▸ **EXTRACTED MATERIAL**:
==========

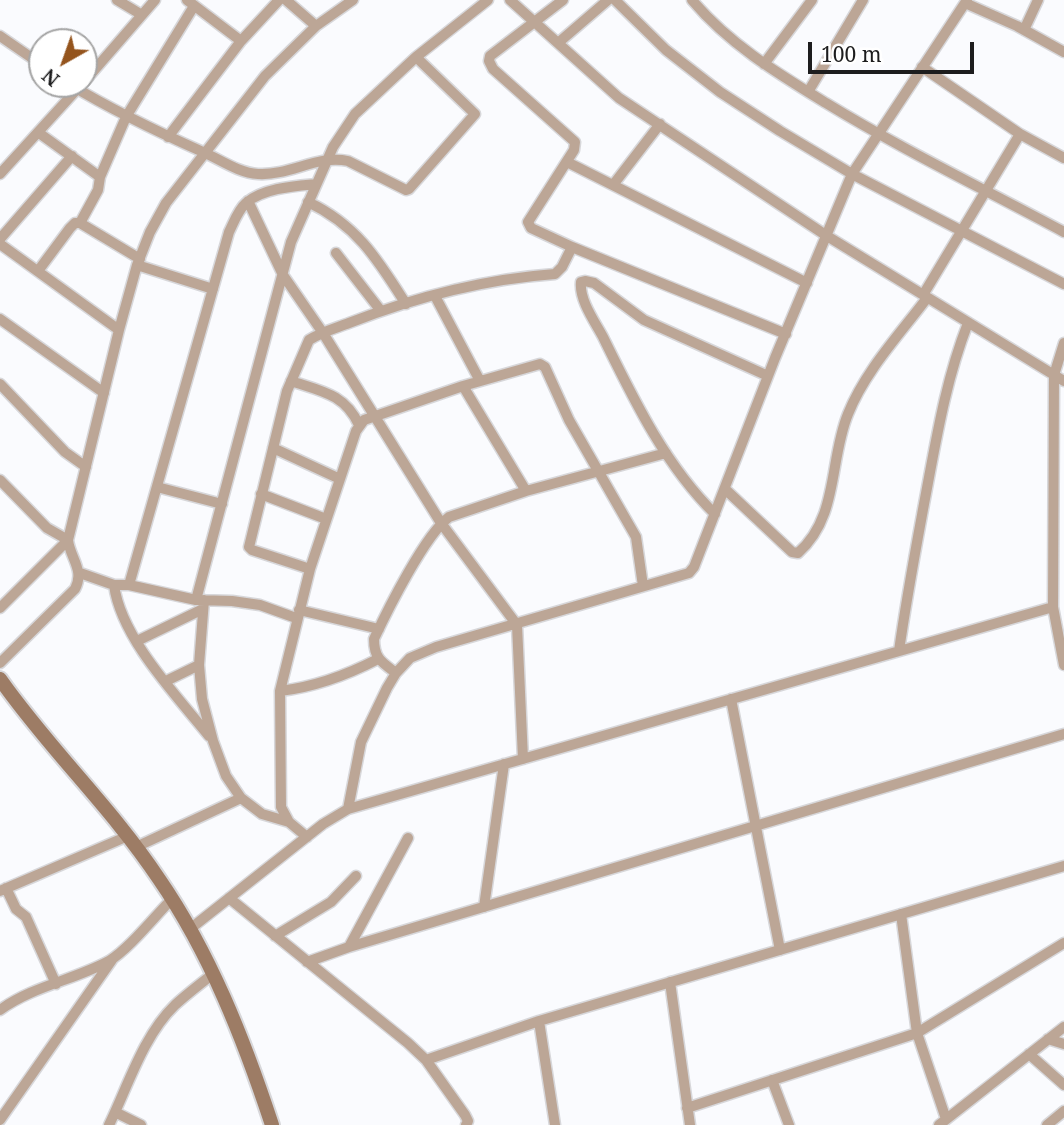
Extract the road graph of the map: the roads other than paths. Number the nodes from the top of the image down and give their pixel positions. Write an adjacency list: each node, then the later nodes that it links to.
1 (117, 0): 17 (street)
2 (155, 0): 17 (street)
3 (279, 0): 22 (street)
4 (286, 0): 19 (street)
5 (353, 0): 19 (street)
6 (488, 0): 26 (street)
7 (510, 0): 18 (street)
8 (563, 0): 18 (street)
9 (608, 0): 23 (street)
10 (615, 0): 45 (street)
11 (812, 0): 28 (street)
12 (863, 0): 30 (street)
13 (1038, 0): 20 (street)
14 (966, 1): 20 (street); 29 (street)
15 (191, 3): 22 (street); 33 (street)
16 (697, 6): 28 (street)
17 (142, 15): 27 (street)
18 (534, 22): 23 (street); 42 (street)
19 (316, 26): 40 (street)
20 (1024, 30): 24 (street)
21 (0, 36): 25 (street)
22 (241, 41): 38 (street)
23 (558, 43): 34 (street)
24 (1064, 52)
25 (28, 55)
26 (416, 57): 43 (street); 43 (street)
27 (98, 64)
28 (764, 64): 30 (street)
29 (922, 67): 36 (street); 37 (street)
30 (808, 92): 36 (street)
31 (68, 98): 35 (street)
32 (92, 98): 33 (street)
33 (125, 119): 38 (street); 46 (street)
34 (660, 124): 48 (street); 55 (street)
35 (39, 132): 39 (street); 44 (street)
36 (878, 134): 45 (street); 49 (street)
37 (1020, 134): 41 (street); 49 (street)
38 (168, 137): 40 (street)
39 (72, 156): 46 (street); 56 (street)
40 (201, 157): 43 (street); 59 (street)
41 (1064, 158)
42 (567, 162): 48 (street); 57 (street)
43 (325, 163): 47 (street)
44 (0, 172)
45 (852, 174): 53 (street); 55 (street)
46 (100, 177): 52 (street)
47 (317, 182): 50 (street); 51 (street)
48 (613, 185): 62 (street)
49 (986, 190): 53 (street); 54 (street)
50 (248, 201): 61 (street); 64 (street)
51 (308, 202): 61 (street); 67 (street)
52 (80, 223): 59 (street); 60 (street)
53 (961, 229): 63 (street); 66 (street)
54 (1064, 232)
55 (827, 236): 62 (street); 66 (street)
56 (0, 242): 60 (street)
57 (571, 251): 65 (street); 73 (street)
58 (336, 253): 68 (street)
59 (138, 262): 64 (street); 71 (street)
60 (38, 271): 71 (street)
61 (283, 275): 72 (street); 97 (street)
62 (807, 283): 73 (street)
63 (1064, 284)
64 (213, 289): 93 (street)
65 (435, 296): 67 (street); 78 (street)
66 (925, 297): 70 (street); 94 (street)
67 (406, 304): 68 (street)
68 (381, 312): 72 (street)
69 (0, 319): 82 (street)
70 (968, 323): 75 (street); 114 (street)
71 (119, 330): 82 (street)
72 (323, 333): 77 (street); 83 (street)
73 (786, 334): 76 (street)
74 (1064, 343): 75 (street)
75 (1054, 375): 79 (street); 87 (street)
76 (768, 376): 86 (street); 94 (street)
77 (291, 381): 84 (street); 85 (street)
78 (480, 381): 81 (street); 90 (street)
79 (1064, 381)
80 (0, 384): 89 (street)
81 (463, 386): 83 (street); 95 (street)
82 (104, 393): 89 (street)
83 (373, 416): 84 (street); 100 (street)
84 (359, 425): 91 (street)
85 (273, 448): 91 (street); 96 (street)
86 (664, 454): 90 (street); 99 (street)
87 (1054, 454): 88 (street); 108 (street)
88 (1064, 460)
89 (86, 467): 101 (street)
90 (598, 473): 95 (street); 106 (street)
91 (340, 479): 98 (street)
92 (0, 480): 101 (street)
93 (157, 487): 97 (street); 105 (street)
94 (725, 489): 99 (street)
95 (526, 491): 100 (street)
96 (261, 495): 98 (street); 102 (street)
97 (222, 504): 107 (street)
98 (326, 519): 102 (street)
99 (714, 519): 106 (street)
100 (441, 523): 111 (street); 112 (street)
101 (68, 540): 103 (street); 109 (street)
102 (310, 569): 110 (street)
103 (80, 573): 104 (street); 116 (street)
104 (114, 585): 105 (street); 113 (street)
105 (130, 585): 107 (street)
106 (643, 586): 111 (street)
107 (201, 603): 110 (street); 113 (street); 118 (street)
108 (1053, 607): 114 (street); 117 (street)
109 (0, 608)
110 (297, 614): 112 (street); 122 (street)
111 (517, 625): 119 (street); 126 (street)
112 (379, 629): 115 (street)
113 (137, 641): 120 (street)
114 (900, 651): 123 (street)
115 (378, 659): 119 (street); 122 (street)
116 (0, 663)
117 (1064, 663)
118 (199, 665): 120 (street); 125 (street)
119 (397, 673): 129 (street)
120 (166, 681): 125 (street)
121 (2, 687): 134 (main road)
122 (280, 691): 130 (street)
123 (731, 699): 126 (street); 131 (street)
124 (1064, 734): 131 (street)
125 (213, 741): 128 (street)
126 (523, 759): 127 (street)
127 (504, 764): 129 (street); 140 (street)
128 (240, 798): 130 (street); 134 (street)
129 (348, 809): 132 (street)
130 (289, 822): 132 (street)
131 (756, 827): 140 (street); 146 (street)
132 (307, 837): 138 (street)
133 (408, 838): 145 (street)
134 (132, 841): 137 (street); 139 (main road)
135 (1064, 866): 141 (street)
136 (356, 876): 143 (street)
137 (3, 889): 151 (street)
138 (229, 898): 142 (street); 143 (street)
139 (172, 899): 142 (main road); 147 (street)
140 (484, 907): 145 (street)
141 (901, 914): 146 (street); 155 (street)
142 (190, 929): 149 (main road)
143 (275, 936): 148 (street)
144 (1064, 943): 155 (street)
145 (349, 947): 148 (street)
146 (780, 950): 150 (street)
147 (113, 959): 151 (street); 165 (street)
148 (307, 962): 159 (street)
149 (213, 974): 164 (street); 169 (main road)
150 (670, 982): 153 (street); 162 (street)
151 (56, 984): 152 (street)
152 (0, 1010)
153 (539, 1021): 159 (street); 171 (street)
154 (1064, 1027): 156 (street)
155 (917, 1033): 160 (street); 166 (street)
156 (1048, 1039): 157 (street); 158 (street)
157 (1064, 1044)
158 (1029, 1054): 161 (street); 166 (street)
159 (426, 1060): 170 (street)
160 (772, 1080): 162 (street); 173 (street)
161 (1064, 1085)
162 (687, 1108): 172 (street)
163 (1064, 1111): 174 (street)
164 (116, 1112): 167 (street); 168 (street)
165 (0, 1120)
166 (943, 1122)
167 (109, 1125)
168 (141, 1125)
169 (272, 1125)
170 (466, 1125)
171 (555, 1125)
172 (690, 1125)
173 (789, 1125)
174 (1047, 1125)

==========

Although the records above contain pictures, only their text is to be repeated, exactly as given.

Extract the road graph of the map: the roads other than paths. Number the nodes from the top of the image down and give their pixel positions. Write an adjacency list: each node, then the later nodes that it links to.
1 (117, 0): 17 (street)
2 (155, 0): 17 (street)
3 (279, 0): 22 (street)
4 (286, 0): 19 (street)
5 (353, 0): 19 (street)
6 (488, 0): 26 (street)
7 (510, 0): 18 (street)
8 (563, 0): 18 (street)
9 (608, 0): 23 (street)
10 (615, 0): 45 (street)
11 (812, 0): 28 (street)
12 (863, 0): 30 (street)
13 (1038, 0): 20 (street)
14 (966, 1): 20 (street); 29 (street)
15 (191, 3): 22 (street); 33 (street)
16 (697, 6): 28 (street)
17 (142, 15): 27 (street)
18 (534, 22): 23 (street); 42 (street)
19 (316, 26): 40 (street)
20 (1024, 30): 24 (street)
21 (0, 36): 25 (street)
22 (241, 41): 38 (street)
23 (558, 43): 34 (street)
24 (1064, 52)
25 (28, 55)
26 (416, 57): 43 (street); 43 (street)
27 (98, 64)
28 (764, 64): 30 (street)
29 (922, 67): 36 (street); 37 (street)
30 (808, 92): 36 (street)
31 (68, 98): 35 (street)
32 (92, 98): 33 (street)
33 (125, 119): 38 (street); 46 (street)
34 (660, 124): 48 (street); 55 (street)
35 (39, 132): 39 (street); 44 (street)
36 (878, 134): 45 (street); 49 (street)
37 (1020, 134): 41 (street); 49 (street)
38 (168, 137): 40 (street)
39 (72, 156): 46 (street); 56 (street)
40 (201, 157): 43 (street); 59 (street)
41 (1064, 158)
42 (567, 162): 48 (street); 57 (street)
43 (325, 163): 47 (street)
44 (0, 172)
45 (852, 174): 53 (street); 55 (street)
46 (100, 177): 52 (street)
47 (317, 182): 50 (street); 51 (street)
48 (613, 185): 62 (street)
49 (986, 190): 53 (street); 54 (street)
50 (248, 201): 61 (street); 64 (street)
51 (308, 202): 61 (street); 67 (street)
52 (80, 223): 59 (street); 60 (street)
53 (961, 229): 63 (street); 66 (street)
54 (1064, 232)
55 (827, 236): 62 (street); 66 (street)
56 (0, 242): 60 (street)
57 (571, 251): 65 (street); 73 (street)
58 (336, 253): 68 (street)
59 (138, 262): 64 (street); 71 (street)
60 (38, 271): 71 (street)
61 (283, 275): 72 (street); 97 (street)
62 (807, 283): 73 (street)
63 (1064, 284)
64 (213, 289): 93 (street)
65 (435, 296): 67 (street); 78 (street)
66 (925, 297): 70 (street); 94 (street)
67 (406, 304): 68 (street)
68 (381, 312): 72 (street)
69 (0, 319): 82 (street)
70 (968, 323): 75 (street); 114 (street)
71 (119, 330): 82 (street)
72 (323, 333): 77 (street); 83 (street)
73 (786, 334): 76 (street)
74 (1064, 343): 75 (street)
75 (1054, 375): 79 (street); 87 (street)
76 (768, 376): 86 (street); 94 (street)
77 (291, 381): 84 (street); 85 (street)
78 (480, 381): 81 (street); 90 (street)
79 (1064, 381)
80 (0, 384): 89 (street)
81 (463, 386): 83 (street); 95 (street)
82 (104, 393): 89 (street)
83 (373, 416): 84 (street); 100 (street)
84 (359, 425): 91 (street)
85 (273, 448): 91 (street); 96 (street)
86 (664, 454): 90 (street); 99 (street)
87 (1054, 454): 88 (street); 108 (street)
88 (1064, 460)
89 (86, 467): 101 (street)
90 (598, 473): 95 (street); 106 (street)
91 (340, 479): 98 (street)
92 (0, 480): 101 (street)
93 (157, 487): 97 (street); 105 (street)
94 (725, 489): 99 (street)
95 (526, 491): 100 (street)
96 (261, 495): 98 (street); 102 (street)
97 (222, 504): 107 (street)
98 (326, 519): 102 (street)
99 (714, 519): 106 (street)
100 (441, 523): 111 (street); 112 (street)
101 (68, 540): 103 (street); 109 (street)
102 (310, 569): 110 (street)
103 (80, 573): 104 (street); 116 (street)
104 (114, 585): 105 (street); 113 (street)
105 (130, 585): 107 (street)
106 (643, 586): 111 (street)
107 (201, 603): 110 (street); 113 (street); 118 (street)
108 (1053, 607): 114 (street); 117 (street)
109 (0, 608)
110 (297, 614): 112 (street); 122 (street)
111 (517, 625): 119 (street); 126 (street)
112 (379, 629): 115 (street)
113 (137, 641): 120 (street)
114 (900, 651): 123 (street)
115 (378, 659): 119 (street); 122 (street)
116 (0, 663)
117 (1064, 663)
118 (199, 665): 120 (street); 125 (street)
119 (397, 673): 129 (street)
120 (166, 681): 125 (street)
121 (2, 687): 134 (main road)
122 (280, 691): 130 (street)
123 (731, 699): 126 (street); 131 (street)
124 (1064, 734): 131 (street)
125 (213, 741): 128 (street)
126 (523, 759): 127 (street)
127 (504, 764): 129 (street); 140 (street)
128 (240, 798): 130 (street); 134 (street)
129 (348, 809): 132 (street)
130 (289, 822): 132 (street)
131 (756, 827): 140 (street); 146 (street)
132 (307, 837): 138 (street)
133 (408, 838): 145 (street)
134 (132, 841): 137 (street); 139 (main road)
135 (1064, 866): 141 (street)
136 (356, 876): 143 (street)
137 (3, 889): 151 (street)
138 (229, 898): 142 (street); 143 (street)
139 (172, 899): 142 (main road); 147 (street)
140 (484, 907): 145 (street)
141 (901, 914): 146 (street); 155 (street)
142 (190, 929): 149 (main road)
143 (275, 936): 148 (street)
144 (1064, 943): 155 (street)
145 (349, 947): 148 (street)
146 (780, 950): 150 (street)
147 (113, 959): 151 (street); 165 (street)
148 (307, 962): 159 (street)
149 (213, 974): 164 (street); 169 (main road)
150 (670, 982): 153 (street); 162 (street)
151 (56, 984): 152 (street)
152 (0, 1010)
153 (539, 1021): 159 (street); 171 (street)
154 (1064, 1027): 156 (street)
155 (917, 1033): 160 (street); 166 (street)
156 (1048, 1039): 157 (street); 158 (street)
157 (1064, 1044)
158 (1029, 1054): 161 (street); 166 (street)
159 (426, 1060): 170 (street)
160 (772, 1080): 162 (street); 173 (street)
161 (1064, 1085)
162 (687, 1108): 172 (street)
163 (1064, 1111): 174 (street)
164 (116, 1112): 167 (street); 168 (street)
165 (0, 1120)
166 (943, 1122)
167 (109, 1125)
168 (141, 1125)
169 (272, 1125)
170 (466, 1125)
171 (555, 1125)
172 (690, 1125)
173 (789, 1125)
174 (1047, 1125)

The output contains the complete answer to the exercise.